3/21/2005

A disgrace and a tragedy

Last night, while you and I were sleeping, our democracy weakened. This is a quick post before I go to work, but I'm simply outraged. Terry Schiavo told her soulmate, her husband, not once but repeatedly, that she didn't want to be kept alive by machines if something happened to her. Well, something happened, and she's been kept alive by machines for fifteen (15) years. Her husband has been offered millions to drop the case - he's declined. Her husband has been urged by Terri's parents to let them take care of her - he's refused. Why? Because it was her wish not to be kept alive like this - not by him, and not by her parents.
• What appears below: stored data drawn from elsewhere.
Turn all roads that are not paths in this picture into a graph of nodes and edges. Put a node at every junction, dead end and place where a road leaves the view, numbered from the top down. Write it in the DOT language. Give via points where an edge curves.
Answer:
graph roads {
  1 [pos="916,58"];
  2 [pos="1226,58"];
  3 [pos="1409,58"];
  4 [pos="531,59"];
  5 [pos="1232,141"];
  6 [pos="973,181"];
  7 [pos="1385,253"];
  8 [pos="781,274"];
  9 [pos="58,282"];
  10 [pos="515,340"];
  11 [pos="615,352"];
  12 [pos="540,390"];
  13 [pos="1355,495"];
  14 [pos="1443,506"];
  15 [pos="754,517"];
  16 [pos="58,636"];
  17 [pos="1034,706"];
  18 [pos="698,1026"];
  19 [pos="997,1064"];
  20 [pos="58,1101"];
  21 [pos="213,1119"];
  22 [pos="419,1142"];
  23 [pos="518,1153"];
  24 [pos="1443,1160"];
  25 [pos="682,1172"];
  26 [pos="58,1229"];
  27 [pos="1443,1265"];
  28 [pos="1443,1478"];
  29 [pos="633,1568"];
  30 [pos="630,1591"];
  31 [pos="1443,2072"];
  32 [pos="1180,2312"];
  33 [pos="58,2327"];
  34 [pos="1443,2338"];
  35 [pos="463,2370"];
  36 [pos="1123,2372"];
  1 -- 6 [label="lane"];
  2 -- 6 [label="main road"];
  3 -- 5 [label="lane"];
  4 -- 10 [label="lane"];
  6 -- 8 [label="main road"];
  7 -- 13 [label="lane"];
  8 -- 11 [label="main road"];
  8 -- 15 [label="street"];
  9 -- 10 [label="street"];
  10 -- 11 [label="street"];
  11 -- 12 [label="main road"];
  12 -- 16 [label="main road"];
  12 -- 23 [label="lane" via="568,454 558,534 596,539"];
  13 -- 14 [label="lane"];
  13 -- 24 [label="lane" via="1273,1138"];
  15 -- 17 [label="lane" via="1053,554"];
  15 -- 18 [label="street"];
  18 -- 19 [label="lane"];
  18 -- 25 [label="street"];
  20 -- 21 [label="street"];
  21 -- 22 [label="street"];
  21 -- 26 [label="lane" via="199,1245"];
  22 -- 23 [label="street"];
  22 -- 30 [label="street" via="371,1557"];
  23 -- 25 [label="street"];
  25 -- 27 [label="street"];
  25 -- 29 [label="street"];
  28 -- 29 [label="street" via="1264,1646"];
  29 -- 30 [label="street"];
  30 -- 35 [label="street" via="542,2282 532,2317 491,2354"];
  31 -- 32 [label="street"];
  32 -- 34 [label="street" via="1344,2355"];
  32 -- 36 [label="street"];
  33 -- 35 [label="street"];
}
But especially not by the likes of Bill Frist and George W. Bush. Nor Tom Reynolds or Brian Higgins, for that matter. Last night, both houses of our congress passed a law to keep Terry Schiavo alive artificially, and to send her case to a federal judge for yet more hearings. Vacation-lovin' George W. Bush cut short his weekend in Crawford to fly back to Washington so he could sign the bill into law at about 1:30 a.m. This is a president whose normal bedtime is 10pm. This unprecedented and cynical federal intervention into a family's private matter should be deplored bipartisanly. The federal government should not bust its way into this sort of issue, which has already been subject to hearings and trials and decisions and appeals, and even the macabre spectacle of the congress subpoenaing Terri Schiavo, whose brain is not functioning, to "testify" before a Senate panel. Macabre. I don't care if you're pro-life or pro-choice. I don't care if you're pro-death penalty or anti-death penalty. I don't care if you're Christian or Jewish or Muslim. For the federal government to intervene in this way is simply disgusting. It's a tragedy. It's also quite abusive to Terri Schiavo herself.